The steadfast confusion of reason and emotion, and, let's add, the Hamlet-like state of ambivalence and hesitation when attempting to decide which direction to lean in, which road to follow, is precisely the kind of writing literature should be engaged in, whatever slippery pronoun you desire to append it with. Tension, anger, conflict, a war between impulses that are global in scope but local in context. The goal isn't the resolution of conflict, as that would be mere preaching and the extension of convenient dogmas; what's more exciting and likely closer to the cold shiver of recognition is in how things end. Being neither philosophy nor science of any stripe, fiction is ideally suited for writers to mix and match their tones, attitudes, and angles of attack on a narrative schema to pursue as broad, or as narrow, as maximal or minimal a story they think needs to be accomplished.

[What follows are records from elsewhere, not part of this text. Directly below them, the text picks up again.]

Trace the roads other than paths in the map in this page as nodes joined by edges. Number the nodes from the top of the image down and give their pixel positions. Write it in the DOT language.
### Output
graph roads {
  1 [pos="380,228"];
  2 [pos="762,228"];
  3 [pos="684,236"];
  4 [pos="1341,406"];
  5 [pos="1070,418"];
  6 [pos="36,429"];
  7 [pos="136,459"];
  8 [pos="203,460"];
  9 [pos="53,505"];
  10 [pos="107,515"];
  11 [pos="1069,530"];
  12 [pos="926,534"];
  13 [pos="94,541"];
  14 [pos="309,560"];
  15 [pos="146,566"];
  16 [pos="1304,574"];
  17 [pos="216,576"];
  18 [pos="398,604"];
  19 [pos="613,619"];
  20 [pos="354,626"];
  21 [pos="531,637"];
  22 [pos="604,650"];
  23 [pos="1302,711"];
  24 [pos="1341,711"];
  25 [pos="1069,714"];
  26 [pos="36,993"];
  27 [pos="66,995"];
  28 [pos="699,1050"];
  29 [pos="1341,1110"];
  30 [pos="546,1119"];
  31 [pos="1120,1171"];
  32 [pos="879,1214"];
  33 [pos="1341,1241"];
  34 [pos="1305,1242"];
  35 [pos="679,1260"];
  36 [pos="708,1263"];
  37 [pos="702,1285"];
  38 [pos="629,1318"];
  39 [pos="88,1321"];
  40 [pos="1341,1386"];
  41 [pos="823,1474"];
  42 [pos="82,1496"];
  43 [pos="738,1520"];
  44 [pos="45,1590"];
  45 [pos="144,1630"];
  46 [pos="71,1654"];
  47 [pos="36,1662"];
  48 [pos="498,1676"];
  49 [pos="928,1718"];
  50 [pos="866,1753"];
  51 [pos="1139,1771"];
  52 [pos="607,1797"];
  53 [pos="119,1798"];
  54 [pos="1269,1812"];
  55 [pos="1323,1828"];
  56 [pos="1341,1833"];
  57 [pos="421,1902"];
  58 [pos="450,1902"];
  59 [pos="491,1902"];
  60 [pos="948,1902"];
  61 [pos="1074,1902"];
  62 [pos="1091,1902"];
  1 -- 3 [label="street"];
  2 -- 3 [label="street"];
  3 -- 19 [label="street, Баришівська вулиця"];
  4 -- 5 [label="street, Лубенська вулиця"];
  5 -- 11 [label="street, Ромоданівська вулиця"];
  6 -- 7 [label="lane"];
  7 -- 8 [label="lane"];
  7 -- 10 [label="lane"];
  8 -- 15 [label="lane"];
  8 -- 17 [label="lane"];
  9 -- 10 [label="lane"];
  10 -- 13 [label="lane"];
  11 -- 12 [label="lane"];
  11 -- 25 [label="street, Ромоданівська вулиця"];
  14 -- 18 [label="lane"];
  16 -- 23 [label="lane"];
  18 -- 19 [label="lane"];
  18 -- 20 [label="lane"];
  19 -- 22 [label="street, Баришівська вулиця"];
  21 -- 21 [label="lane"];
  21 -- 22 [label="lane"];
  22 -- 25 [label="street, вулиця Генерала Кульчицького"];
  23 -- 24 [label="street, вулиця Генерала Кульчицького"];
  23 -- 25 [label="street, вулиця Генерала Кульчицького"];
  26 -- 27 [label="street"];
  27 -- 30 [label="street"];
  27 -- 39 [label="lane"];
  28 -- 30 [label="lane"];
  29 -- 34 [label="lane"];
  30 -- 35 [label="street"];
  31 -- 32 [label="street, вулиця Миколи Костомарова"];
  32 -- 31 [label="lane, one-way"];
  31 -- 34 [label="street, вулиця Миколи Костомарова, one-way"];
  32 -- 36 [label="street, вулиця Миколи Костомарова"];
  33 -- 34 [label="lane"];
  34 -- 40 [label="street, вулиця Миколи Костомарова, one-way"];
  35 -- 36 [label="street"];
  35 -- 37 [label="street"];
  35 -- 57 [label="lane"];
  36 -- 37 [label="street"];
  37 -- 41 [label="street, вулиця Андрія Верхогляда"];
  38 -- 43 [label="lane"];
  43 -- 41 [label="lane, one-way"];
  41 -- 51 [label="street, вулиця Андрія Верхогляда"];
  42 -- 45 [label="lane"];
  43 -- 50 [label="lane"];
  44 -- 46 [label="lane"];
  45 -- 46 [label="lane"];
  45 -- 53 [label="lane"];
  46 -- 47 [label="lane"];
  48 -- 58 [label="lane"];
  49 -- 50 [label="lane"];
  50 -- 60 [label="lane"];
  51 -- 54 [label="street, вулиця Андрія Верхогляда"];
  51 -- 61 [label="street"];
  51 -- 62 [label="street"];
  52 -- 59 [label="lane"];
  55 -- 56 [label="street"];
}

The attack on modernism's arrogance that it was the light to the "real" beneath the fabrications that compose our cosmology, is grossly overstated, it seems, vastly over regarded: Pound, Eliot, Joyce, and Stein, arguably literary modernism's Gang-Of-Four, did not, I think, tell us in any specified terms precisely what that actual reality was, or what it was supposed to be, but only that the by dicing up, challenging, making it strange and making it new could we challenge ourselves, as artists, and as readers that new perceptions and new ideas about the nature of the world could be had. Individually, each writer had a different view of heaven that they wanted the world to become--Pound was ultimately a befuddled, albeit fascist sympathizer, and Eliot became a conservative Royalist (and their anti-Semitism is problematic for anyone looking for real-time heroes)-- but so far as the principle thrust of their work, which was away from the straight jacket of accumulated literary history and toward something new and different that renewed the possibility of art to engage the times in an aesthetically relevant manner, is scarcely diminished in power merely because it came before.
I agree with Fred Jamieson on the point that Post Modernism, in effect, is a restating of the modernist project., although I suspect the critic was as much interested in preserving his own relevance as a critic as he was in establishing new distinctions to a topic that has, if nothing else, perfected the practice of topic drift. His implication is that postmodernism is critical of the culture it ironically reflects; this stance would keep Jamieson, a dutifully abstruse Marxist variant, in things to write about. Or write toward, as the excellent critic's style is, to introduce things he intends to address and then to defer, endlessly it seems, until some clarity is brought, by him, to the terms and context of his impending discussion. He is, it may be said, the lecturer's image who assumes the podium without his notes organized, considering he has noted in the first place. Jamieson, in fact, is something of an ironic example of postmodernism less as a stylish choice or determined practice than as the result of trying to wear too many hats; it is more important to act as though you have a point than to actually have one, to begin with. Jamieson has his insights and critical genius, of course, but too often, it takes a good while for him to warm up to his actual set of talking points. Writing is an argument so far that the central impulse to write is to make a series of statements about oneself and one's experiences in the world and reach a satisfying conclusion, some "meaning" at the end of the chat.
Roland Barthes noted that the effort to achieve fixed meaning is doomed, as experience is not a static event but a fluid movement through time that a writer's perception of changes moment to moment, text to text. They attempt to resolve the contradiction, arrive at something absolute in a universe that seems to permanently withhold its Absolute Meanings during this lifetime, and to achieve, somehow, some peace, some satisfaction. But no: the argument persists, the imagination soars, the old certainties cannot contain either the unset of new perceptions or can soothe a writer's innate restlessness. In literature, the conflation continues, reason and emotion color each other, the eyes shut, hoping for vision, a clear path, but the writing continues, the sorting through of experience continues, the unease continues, the world changes radically and not at all. Postmodernism's overall mission is to notify us of the limitations of our tropes, our schemes, and our historicized absolutes seem redundant to what literature already does.